あなたは,ネット上で性について話す気などないと言うかもしれません。冒頭で触れたピーターやアビガイルのように,チャットルームのことを,自分の名を明かさず,きまり悪い思いをする心配をせず本心を語れる場所とみなすかもしれません。 * そうだとしても,気をつけなければならない別の危険があります。

チャットルームは匿名で利用できるため,人をだましても構わないと思ってしまうかもしれません。アビガイルは,「みんなとおしゃべりを始めてから,その会話に合った人物に成り済ますことがよくありました」と言います。アビガイルのように,あなたもチャットルームの人たちにうまく溶け込むために別人のふりをしたいという衝動に駆られるかもしれません。新しい友達を作ろうとして,その人たちの言葉遣いをまねしたり興味のある事柄に話を合わせたりするかもしれません。逆に,チャットルームを,親や友達には良く思われない考えや気持ちを言い表わせる場所とみなすこともあります。そのいずれであっても,結局どちらかの人たちをだましていることになります。ネット上で別人に成り済ますなら,チャットルームで知り合った人たちをだましていることになります。一方,家族や友達に自分の本当の気持ちや考えを表わさないなら,その人たちをだましていることになります。

チャットルームというものが使われるようになったのは比較的最近のことですが,うそをついたり人をだましたりする人間の性向は,歴史が始まって以来ずっと存在しています。チャットルームを訪れる一部の人たちが使う手口は,最初の偽り者である悪魔サタンに由来していることを聖書は明らかにしています。サタンは自分の正体を隠してから最初のうそをついたのです。(創世記 3:1-5。啓示 12:9,10)ダビデ王の次の模範に従うなら,うそをつく人たちにだまされないようにすることができます。「わたしは不真実な者たちと共に座りませんでした。わたしは自分がどんな者かを隠す者たちと共に入って行きません」。―詩編 26:4

先に述べたように,有益な目的にかなうチャットルームもあります。それでも,エホバを喜ばせたいと願う若者は,この現代の通信手段を使う際には細心の注意を払う必要があります。宿題などでチャットルームにアクセスしなければならない時は,親や円熟した大人の人に一緒にいてもらいましょう。今後の記事では,チャットルームを利用する場合,なぜ十分注意する必要があるか,さらに二つの理由が取り上げられます。また,注意していても生じ得る問題の対処法についても考えます。

[脚注]

^ 3節 名前は変えてあります。

^ 15節 「若い人が尋ねる質問 ― 実際に役立つ答え」という本には,結婚前のセックスやマスターベーションなどに関して,聖書に基づく信頼できるアドバイスが載せられています。

^ 17節 チャットルームの中には成人向けとされるものがあり,形の上では,一定の年齢に達していないとアクセスできないことになっています。
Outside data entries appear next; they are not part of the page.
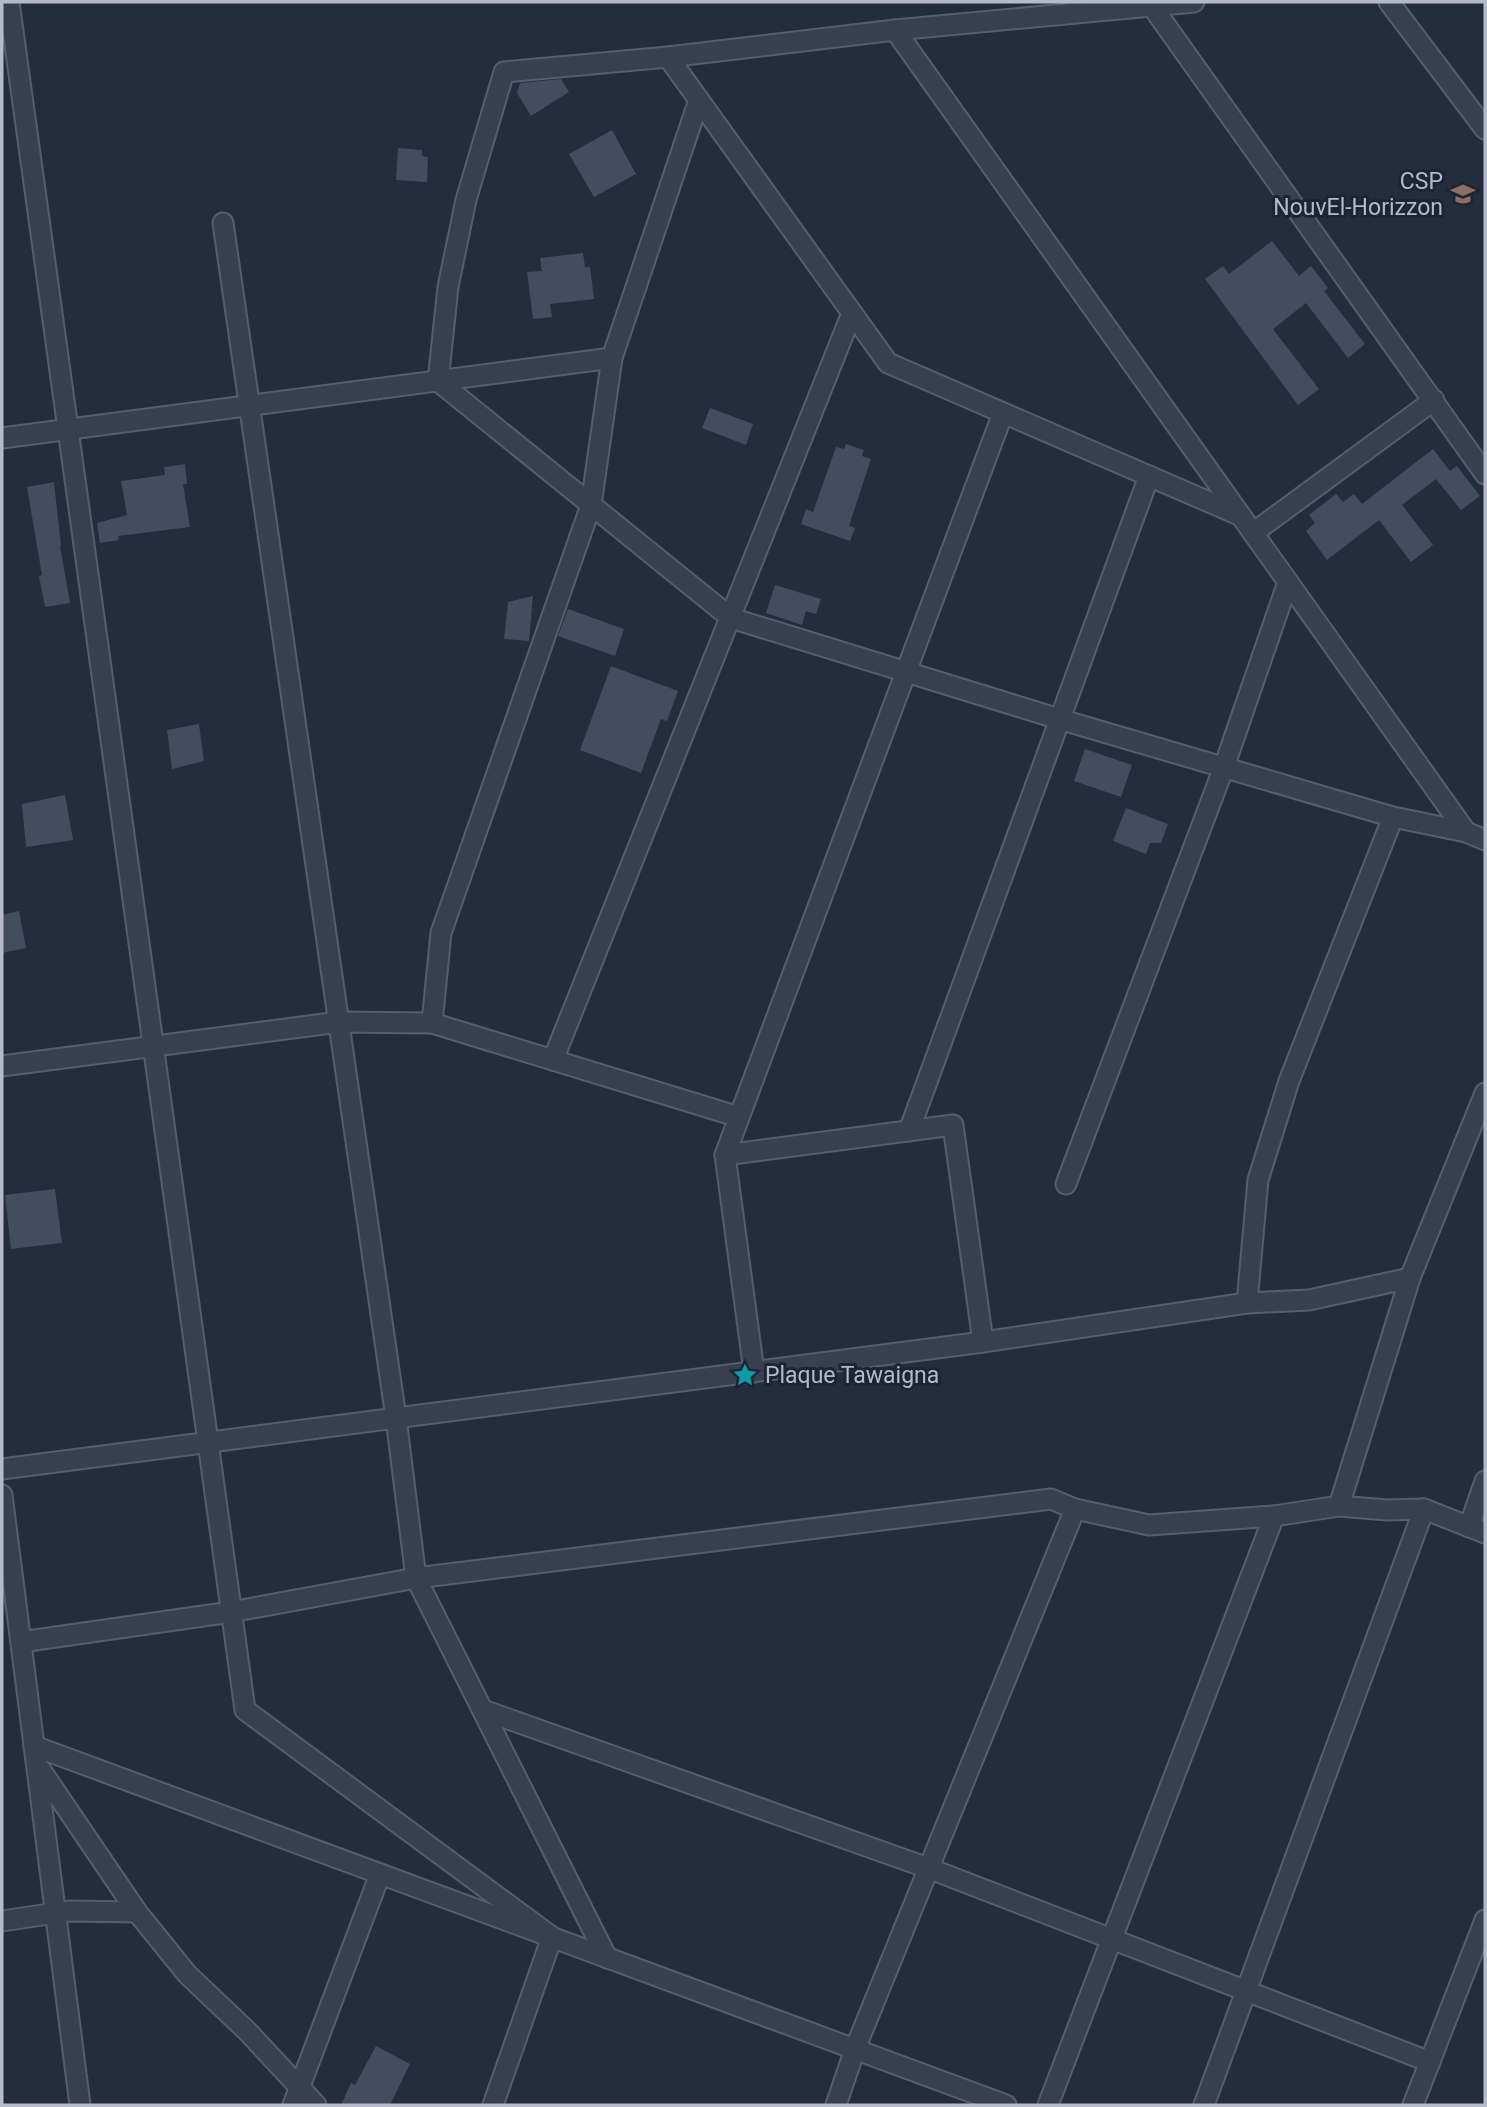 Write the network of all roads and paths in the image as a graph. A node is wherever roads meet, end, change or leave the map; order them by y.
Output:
1 (9, 2) edge
2 (1194, 2) edge
3 (1389, 2) edge
4 (1150, 4) edge
5 (895, 30) junction
6 (668, 57) junction
7 (699, 100) junction
8 (1485, 129) edge
9 (223, 223) dead end
10 (852, 313) junction
11 (612, 358) junction
12 (438, 381) junction
13 (1434, 400) junction
14 (250, 406) junction
15 (1003, 413) junction
16 (68, 429) junction
17 (2, 438) edge
18 (1485, 474) edge
19 (1149, 476) junction
20 (591, 505) junction
21 (1241, 516) junction
22 (1253, 533) junction
23 (1288, 582) junction
24 (731, 618) junction
25 (905, 672) junction
26 (1059, 719) junction
27 (1224, 767) junction
28 (1393, 817) junction
29 (1466, 832) junction
30 (1485, 840) edge
31 (339, 1022) junction
32 (432, 1023) junction
33 (153, 1046) junction
34 (553, 1060) junction
35 (2, 1066) edge
36 (1485, 1093) edge
37 (739, 1117) junction
38 (909, 1131) junction
39 (724, 1155) junction
40 (1066, 1184) dead end
41 (1410, 1278) junction
42 (1247, 1303) junction
43 (983, 1342) junction
44 (754, 1372) junction
45 (396, 1418) junction
46 (208, 1443) junction
47 (2, 1469) edge
48 (1485, 1481) edge
49 (2, 1495) edge
50 (1339, 1506) junction
51 (1075, 1509) junction
52 (1424, 1509) junction
53 (1274, 1516) junction
54 (1477, 1530) edge
55 (416, 1578) junction
56 (231, 1612) junction
57 (21, 1642) junction
58 (483, 1710) junction
59 (35, 1755) junction
60 (928, 1868) junction
61 (380, 1874) junction
62 (137, 1912) junction
63 (55, 1913) junction
64 (1485, 1920) edge
65 (2, 1921) edge
66 (552, 1937) junction
67 (1111, 1939) junction
68 (607, 1958) junction
69 (1246, 1991) junction
70 (855, 2049) junction
71 (1430, 2062) junction
72 (296, 2096) edge
73 (80, 2105) edge
74 (316, 2105) edge
75 (493, 2105) edge
76 (836, 2105) edge
77 (1006, 2105) edge
78 (1048, 2105) edge
79 (1204, 2105) edge
80 (1413, 2105) edge

1 - 16 street
2 - 4 street
3 - 8 street
4 - 5 street
4 - 13 street
5 - 6 street
5 - 21 street
6 - 7 street
6 - 12 street
7 - 10 street
7 - 11 street
9 - 14 street
10 - 15 street
10 - 24 street
11 - 12 street
11 - 20 street
12 - 14 street
12 - 20 street
13 - 18 street
13 - 22 street
14 - 16 street
14 - 31 street
15 - 19 street
15 - 25 street
16 - 17 street
16 - 33 street
19 - 21 street
19 - 26 street
20 - 24 street
20 - 32 street
21 - 22 street
22 - 23 street
23 - 27 street
23 - 29 street
24 - 25 street
24 - 34 street
25 - 26 street
25 - 37 street
26 - 27 street
26 - 38 street
27 - 28 street
27 - 40 street
28 - 29 street
28 - 42 street
29 - 30 street
31 - 32 street
31 - 33 street
31 - 45 street
32 - 34 street
33 - 35 street
33 - 46 street
34 - 37 street
36 - 41 street
37 - 39 street
38 - 39 street
38 - 43 street
39 - 44 street
41 - 42 street
41 - 50 street
42 - 43 street
43 - 44 street
44 - 45 street
45 - 46 street
45 - 55 street
46 - 47 street
46 - 56 street
48 - 54 street
49 - 57 street
50 - 52 street
50 - 53 street
51 - 53 street
51 - 55 street
51 - 60 street
52 - 54 street
52 - 69 street
53 - 67 street
55 - 56 street
55 - 58 street
56 - 57 street
56 - 66 street
57 - 59 street
58 - 60 street
58 - 68 street
59 - 61 street
59 - 62 street
59 - 63 street
60 - 67 street
60 - 70 street
61 - 66 street
61 - 72 street
62 - 63 street
62 - 72 street
63 - 65 street
63 - 73 street
64 - 71 street
66 - 68 street
66 - 75 street
67 - 69 street
67 - 78 street
68 - 70 street
69 - 71 street
69 - 79 street
70 - 76 street
70 - 77 street
71 - 80 street
72 - 74 street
それはポルノに関係した事柄が話し合われたり,そうした画像がやり取りされたりするからです。しかし,幾つかの調査によると,わずか9歳の子どもたちが年齢を偽ってアダルト・チャットルームにアクセスしようとしていました。

^ 18節 チャットルームではだれと話しているかを確かめることができないので,実際にはあなたと同性の人が異性のふりをする場合もあります。

^ 20節 「安全なインターネット使用に関する親のための手引き」(英語)は,チャットルームで出会った人に自分の名前や住所,電話番号を決して教えないようにと勧めています。